Agent reliability is not a single number. An agent can be great at reasoning yet fail because of tool timeouts, permission errors, bad retries, or missing guardrails. The best teams split reliability into measurable components, then attach clear SLOs and runbooks.
Start with a task-level definition of success
Define success at the task boundary, not the model boundary. A task success definition should include:
- Completion criteria. What the user expects to be true when the task is done.
- Policy constraints. What must not happen (data leakage, unsafe actions, unapproved tools).
- Time and cost bounds.
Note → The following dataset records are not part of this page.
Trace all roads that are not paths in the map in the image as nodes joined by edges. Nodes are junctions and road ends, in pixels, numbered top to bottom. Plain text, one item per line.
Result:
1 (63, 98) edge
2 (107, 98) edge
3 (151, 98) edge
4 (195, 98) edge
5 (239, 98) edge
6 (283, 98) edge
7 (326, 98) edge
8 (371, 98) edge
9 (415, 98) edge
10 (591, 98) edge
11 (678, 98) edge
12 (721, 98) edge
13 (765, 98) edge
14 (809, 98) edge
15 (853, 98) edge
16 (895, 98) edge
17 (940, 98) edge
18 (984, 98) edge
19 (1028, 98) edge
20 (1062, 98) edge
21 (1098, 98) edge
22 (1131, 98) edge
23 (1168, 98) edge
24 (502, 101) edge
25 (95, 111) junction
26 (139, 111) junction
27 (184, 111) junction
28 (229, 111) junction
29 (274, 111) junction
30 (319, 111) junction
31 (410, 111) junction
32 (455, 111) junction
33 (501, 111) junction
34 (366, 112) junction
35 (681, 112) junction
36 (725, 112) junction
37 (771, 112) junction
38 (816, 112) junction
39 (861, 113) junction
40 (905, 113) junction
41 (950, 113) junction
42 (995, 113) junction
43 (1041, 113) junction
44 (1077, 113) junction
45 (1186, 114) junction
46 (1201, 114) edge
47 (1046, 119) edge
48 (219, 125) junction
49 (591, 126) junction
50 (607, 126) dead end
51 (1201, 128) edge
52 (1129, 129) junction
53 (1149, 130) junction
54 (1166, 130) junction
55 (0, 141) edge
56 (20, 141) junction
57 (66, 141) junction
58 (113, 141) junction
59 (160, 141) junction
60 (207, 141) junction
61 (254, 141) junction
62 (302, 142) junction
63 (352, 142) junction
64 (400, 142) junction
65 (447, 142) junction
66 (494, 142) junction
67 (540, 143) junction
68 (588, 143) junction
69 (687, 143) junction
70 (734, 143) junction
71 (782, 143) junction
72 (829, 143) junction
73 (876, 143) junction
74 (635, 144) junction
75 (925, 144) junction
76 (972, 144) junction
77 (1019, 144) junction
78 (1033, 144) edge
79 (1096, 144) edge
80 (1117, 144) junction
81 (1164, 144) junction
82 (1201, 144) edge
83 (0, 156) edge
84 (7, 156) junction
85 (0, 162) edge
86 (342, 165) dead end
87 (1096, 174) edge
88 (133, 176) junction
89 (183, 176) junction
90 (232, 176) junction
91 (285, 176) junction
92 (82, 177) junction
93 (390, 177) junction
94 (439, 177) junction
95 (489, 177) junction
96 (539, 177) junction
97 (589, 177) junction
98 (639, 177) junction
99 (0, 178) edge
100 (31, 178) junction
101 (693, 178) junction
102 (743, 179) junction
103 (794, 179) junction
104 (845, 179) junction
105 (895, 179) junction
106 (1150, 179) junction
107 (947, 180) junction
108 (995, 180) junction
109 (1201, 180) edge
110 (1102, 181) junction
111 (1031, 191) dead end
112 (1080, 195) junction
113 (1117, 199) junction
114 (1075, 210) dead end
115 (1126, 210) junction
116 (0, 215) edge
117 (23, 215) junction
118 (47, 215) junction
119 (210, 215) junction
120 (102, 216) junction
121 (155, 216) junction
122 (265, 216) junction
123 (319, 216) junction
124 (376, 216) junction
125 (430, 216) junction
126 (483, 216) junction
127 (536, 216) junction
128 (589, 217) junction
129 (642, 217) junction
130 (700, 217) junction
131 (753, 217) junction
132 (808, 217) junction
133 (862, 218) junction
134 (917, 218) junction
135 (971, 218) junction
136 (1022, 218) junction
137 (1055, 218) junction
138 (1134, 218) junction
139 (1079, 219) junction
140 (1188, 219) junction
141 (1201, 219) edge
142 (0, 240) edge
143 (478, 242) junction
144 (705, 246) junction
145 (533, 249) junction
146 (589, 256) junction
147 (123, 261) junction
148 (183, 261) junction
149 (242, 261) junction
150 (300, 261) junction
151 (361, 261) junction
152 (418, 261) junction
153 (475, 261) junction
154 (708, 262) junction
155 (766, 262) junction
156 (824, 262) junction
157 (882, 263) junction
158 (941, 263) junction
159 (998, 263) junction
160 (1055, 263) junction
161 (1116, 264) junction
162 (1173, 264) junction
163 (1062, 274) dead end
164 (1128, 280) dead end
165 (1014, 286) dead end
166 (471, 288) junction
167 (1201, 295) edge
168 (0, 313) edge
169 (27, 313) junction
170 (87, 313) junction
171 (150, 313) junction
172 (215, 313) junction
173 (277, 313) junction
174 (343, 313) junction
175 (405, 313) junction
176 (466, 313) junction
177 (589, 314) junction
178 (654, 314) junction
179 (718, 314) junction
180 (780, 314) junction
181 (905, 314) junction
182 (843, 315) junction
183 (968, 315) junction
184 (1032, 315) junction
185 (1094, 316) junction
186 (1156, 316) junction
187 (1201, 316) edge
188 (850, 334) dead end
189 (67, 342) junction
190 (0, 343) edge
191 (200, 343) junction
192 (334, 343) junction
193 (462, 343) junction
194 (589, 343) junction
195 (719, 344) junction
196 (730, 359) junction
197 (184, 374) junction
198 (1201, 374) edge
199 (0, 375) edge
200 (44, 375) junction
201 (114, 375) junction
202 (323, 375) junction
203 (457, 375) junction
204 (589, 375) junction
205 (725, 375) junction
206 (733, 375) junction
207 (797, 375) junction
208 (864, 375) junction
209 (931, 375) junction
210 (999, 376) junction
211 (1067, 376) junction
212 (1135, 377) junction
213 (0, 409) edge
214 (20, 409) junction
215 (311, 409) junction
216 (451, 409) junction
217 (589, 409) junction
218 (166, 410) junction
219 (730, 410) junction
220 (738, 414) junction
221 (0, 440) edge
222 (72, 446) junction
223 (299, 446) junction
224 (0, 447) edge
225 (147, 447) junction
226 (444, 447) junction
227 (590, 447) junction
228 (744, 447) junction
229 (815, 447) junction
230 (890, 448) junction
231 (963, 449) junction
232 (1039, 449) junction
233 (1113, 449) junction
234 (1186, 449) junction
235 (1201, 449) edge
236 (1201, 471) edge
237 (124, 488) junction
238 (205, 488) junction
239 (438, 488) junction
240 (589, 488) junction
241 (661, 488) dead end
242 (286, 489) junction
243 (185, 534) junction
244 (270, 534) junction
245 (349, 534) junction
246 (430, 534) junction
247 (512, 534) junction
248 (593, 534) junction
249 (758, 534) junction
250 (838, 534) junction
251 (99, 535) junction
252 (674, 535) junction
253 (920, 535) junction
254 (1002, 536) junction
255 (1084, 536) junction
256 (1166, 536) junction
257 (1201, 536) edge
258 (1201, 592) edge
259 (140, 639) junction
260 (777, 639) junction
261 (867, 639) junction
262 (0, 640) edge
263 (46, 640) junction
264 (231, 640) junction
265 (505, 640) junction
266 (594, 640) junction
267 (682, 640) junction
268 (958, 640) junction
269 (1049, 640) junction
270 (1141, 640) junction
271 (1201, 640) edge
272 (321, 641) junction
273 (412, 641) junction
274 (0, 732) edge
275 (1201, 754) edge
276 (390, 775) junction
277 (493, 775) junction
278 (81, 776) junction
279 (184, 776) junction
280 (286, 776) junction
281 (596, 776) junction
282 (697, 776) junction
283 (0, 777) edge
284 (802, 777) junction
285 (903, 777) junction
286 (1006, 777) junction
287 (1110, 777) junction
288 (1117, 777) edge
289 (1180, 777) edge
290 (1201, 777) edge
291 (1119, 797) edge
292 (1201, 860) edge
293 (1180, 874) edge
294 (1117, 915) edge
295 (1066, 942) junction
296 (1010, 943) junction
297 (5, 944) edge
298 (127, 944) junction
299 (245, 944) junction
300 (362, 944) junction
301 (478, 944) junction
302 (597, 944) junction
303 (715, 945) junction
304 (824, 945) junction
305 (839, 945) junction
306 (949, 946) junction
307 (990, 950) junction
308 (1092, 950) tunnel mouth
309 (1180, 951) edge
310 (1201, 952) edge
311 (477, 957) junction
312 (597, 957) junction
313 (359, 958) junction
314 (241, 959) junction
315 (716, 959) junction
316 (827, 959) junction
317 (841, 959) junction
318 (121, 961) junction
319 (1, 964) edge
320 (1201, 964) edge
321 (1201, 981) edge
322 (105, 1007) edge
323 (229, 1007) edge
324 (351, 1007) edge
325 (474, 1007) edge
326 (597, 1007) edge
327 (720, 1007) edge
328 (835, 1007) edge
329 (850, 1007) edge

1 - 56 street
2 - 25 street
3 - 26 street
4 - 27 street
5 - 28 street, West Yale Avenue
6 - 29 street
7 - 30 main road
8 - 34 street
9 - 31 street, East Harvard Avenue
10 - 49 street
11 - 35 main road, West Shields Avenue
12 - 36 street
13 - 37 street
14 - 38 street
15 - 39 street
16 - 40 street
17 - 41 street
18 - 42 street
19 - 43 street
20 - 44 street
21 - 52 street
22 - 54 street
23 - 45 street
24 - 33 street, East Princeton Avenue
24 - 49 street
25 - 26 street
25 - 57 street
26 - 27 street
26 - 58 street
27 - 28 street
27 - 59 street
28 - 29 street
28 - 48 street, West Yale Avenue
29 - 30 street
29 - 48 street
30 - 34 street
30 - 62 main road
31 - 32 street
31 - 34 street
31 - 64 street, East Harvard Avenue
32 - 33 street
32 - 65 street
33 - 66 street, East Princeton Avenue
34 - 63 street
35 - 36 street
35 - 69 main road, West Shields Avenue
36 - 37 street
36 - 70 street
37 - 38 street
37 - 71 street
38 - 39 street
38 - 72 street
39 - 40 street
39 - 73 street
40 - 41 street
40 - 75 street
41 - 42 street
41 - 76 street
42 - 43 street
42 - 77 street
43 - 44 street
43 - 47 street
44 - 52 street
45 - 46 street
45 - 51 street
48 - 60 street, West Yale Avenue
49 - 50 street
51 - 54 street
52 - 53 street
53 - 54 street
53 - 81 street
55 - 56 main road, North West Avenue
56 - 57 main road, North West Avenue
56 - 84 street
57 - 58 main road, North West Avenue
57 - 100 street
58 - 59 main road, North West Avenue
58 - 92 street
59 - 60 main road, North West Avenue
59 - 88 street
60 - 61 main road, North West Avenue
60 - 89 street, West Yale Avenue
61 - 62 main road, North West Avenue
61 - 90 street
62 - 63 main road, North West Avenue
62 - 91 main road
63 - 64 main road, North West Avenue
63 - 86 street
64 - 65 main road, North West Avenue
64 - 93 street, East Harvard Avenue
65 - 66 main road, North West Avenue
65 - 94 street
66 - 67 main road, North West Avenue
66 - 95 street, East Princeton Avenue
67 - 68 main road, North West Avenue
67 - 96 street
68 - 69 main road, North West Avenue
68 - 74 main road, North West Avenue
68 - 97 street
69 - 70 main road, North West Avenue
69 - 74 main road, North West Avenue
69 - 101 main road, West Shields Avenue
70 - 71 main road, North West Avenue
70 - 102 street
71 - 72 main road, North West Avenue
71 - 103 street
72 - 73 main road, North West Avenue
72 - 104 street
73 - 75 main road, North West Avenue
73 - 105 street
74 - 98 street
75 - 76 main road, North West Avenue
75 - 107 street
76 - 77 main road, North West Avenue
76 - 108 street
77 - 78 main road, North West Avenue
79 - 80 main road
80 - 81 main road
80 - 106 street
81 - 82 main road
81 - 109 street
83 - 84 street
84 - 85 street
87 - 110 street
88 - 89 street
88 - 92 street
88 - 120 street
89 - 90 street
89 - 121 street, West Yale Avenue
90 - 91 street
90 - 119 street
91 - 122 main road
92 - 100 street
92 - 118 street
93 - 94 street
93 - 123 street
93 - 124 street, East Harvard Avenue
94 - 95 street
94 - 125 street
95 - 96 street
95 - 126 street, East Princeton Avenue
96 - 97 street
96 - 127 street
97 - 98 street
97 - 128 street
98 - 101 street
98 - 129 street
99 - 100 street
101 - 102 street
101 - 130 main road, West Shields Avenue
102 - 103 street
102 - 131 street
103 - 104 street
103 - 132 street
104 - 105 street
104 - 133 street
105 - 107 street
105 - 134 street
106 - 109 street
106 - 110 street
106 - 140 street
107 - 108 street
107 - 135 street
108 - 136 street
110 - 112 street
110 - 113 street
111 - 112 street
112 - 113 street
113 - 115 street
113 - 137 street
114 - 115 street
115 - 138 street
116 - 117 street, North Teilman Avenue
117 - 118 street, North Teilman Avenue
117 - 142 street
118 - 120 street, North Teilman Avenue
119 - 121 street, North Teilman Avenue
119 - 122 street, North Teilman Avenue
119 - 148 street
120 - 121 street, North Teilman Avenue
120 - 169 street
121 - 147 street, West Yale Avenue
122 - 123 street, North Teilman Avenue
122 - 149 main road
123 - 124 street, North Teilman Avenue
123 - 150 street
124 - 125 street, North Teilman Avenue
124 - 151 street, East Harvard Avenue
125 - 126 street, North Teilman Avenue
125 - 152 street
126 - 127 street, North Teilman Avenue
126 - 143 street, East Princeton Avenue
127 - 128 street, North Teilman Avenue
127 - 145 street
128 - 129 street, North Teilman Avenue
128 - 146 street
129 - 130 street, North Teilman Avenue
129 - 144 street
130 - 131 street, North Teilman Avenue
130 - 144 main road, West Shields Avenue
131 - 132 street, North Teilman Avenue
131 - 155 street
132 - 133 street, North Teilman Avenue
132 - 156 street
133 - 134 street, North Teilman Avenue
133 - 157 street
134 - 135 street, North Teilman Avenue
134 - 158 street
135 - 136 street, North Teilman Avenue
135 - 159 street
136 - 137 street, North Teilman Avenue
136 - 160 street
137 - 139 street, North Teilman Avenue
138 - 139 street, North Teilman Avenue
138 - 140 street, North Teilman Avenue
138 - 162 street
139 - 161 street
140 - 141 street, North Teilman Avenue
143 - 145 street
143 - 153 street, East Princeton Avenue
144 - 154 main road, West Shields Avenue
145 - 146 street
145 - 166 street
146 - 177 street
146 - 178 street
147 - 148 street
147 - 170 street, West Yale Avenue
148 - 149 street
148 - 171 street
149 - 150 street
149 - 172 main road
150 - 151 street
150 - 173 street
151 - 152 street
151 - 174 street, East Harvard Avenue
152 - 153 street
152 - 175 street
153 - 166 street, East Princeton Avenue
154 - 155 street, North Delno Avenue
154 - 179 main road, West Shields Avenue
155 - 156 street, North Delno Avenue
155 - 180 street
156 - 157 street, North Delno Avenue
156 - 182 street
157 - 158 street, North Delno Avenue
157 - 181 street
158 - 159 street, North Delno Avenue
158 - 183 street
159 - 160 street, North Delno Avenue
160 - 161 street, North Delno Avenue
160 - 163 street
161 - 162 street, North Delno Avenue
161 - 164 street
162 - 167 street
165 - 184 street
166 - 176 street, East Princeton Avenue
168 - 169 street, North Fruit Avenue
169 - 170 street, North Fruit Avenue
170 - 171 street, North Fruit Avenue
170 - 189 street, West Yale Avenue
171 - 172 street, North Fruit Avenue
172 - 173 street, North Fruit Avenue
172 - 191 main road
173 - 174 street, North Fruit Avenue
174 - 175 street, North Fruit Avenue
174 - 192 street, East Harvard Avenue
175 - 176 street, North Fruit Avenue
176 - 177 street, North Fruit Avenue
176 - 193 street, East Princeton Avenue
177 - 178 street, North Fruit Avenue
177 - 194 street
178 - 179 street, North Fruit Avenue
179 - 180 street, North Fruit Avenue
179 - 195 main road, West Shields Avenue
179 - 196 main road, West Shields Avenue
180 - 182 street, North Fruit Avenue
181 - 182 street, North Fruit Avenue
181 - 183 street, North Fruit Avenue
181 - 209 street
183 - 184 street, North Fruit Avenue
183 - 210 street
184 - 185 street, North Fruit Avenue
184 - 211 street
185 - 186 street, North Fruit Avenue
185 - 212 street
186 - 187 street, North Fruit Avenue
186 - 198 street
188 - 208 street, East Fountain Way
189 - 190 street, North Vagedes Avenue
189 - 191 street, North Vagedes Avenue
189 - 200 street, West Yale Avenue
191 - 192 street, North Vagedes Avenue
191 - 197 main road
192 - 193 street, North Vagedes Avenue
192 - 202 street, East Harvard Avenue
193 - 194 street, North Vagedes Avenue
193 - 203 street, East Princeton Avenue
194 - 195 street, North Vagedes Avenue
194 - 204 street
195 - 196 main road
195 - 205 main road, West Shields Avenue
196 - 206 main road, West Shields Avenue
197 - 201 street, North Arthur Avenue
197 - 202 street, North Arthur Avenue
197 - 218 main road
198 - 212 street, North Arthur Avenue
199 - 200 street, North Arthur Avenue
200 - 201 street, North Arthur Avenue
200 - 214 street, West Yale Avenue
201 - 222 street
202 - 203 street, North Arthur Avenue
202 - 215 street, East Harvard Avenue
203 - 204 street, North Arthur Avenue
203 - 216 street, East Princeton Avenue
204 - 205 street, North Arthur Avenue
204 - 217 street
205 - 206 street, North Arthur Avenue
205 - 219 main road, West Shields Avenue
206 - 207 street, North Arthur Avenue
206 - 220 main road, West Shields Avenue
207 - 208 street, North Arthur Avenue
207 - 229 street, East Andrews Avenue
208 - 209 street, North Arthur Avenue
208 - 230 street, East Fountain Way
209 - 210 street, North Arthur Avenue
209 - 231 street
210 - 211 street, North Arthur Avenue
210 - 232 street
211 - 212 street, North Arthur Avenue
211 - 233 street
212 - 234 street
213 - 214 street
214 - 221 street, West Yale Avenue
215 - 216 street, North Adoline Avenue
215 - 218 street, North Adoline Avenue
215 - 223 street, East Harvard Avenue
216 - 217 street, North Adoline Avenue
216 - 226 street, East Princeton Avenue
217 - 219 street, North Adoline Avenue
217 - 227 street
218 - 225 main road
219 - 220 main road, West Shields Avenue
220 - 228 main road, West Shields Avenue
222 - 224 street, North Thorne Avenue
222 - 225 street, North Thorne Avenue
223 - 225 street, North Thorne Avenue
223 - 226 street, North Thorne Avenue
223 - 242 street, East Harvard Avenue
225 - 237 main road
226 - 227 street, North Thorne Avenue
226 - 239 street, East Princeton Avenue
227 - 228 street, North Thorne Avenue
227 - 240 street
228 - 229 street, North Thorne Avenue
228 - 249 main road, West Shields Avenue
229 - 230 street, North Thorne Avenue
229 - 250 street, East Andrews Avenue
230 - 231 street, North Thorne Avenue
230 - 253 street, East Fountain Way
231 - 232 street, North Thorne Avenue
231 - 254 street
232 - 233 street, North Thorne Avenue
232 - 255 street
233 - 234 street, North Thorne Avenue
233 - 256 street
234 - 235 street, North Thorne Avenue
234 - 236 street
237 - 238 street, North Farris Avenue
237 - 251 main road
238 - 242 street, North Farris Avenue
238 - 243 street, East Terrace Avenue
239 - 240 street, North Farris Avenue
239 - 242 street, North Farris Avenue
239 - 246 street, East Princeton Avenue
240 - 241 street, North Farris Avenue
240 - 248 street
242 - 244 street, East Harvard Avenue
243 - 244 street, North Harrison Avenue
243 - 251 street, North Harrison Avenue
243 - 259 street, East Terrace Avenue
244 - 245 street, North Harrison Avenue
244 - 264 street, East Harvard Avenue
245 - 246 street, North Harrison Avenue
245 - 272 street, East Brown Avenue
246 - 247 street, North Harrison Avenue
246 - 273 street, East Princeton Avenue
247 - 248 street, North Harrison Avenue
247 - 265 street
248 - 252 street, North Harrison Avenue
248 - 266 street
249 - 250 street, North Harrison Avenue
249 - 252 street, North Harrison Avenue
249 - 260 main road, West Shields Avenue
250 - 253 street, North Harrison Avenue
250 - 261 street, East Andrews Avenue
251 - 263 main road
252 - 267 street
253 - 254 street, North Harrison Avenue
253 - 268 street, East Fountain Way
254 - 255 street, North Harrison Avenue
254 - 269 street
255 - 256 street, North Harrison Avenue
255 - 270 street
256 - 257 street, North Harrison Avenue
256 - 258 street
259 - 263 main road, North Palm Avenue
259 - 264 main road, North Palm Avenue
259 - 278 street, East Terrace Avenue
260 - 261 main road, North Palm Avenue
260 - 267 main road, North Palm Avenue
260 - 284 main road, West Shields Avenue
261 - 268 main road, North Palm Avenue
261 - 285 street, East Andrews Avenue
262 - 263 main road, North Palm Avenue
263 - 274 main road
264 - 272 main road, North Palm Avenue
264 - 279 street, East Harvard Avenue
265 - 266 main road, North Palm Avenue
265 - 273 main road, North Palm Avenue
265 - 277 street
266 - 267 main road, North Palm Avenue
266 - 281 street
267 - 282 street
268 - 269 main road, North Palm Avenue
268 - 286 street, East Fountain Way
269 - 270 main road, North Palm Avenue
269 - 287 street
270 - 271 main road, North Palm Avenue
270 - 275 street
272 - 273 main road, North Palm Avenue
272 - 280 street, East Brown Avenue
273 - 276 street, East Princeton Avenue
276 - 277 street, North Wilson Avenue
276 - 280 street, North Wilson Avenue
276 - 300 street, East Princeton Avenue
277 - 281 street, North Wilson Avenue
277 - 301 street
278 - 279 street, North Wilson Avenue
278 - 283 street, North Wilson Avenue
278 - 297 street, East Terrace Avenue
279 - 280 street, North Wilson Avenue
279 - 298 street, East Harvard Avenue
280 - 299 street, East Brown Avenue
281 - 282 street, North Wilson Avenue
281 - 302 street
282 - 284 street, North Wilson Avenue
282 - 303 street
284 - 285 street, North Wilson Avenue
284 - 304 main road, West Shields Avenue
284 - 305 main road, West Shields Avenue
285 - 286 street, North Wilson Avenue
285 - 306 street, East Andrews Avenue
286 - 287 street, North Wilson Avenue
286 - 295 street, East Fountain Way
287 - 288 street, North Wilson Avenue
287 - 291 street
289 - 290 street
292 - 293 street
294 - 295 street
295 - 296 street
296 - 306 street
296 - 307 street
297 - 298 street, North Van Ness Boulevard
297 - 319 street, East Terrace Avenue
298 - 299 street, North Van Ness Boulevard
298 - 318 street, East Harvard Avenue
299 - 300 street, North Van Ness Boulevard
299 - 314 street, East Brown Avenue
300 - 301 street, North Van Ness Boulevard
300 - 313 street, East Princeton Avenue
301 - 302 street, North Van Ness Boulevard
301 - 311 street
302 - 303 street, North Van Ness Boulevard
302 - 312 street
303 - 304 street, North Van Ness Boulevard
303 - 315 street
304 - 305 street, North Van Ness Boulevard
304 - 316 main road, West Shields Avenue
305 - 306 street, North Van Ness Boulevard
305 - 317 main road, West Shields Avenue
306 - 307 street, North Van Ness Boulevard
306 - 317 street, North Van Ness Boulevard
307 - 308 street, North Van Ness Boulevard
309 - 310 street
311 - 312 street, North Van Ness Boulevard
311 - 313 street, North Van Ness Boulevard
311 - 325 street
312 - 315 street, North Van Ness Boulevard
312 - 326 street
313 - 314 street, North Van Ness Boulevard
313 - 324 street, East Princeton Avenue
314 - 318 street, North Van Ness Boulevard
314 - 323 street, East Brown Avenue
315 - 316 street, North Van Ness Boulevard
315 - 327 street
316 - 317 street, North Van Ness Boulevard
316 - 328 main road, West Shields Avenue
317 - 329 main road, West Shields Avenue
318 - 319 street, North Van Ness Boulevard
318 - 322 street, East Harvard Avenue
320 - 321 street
How long and how expensive completion is allowed to be.
This lets you report a simple primary metric: task success rate (success / attempts) segmented by intent, channel, tenant and route.
Measure tool failures separately from model failures
Tooling is where most production reliability issues appear. Track tool calls as first-class events and classify failures:
- Availability. Timeouts, 5xx, DNS and dependency outages.
- AuthZ/AuthN. 401/403, expired tokens, missing scopes.
- Contract. Validation errors, schema mismatches, bad parameters.
- Rate limits. 429s, quota exhaustion, backoff misconfiguration.
From this you can compute tool success rate by tool and endpoint, plus tool latency percentiles and retry effectiveness.
Track recovery and safe outcomes
A reliable agent does not just avoid failure; it recovers. Add metrics that capture whether the system returns to a safe path:
- Recovery rate. Failures that end in a safe completion (retry, fallback route, or handoff).
- Mean attempts to success. How many tool/model steps the agent needs to finish.
- Human escalation rate. How often you need a person to complete or approve.
If you support approvals, treat them as part of the reliability story (see agent approvals and safe tooling).
Include safety and policy signals
Most teams track success and latency, but miss policy health. Add:
- Refusal rate. By intent and tenant, to catch overly strict policies.
- Policy block rate. How often tool actions are prevented and why.
- False positive review rate. Human overrides of blocks, to tune guardrails.
Turn metrics into SLOs and runbooks
Metrics become operational when you set targets and define responses. A simple pattern:
- SLO. e.g. 99% task success for a critical workflow, measured daily.
- Error budget. Define how much failure is acceptable before a freeze.
- Runbook. Clear steps for diagnosing tool outages, routing failures and regressions.
Pair this with alerting designed for humans (see alerting and runbooks) and incident response playbooks (see incident response).
When you can explain why the agent failed and what recovered it, you are no longer guessing. You are operating a system.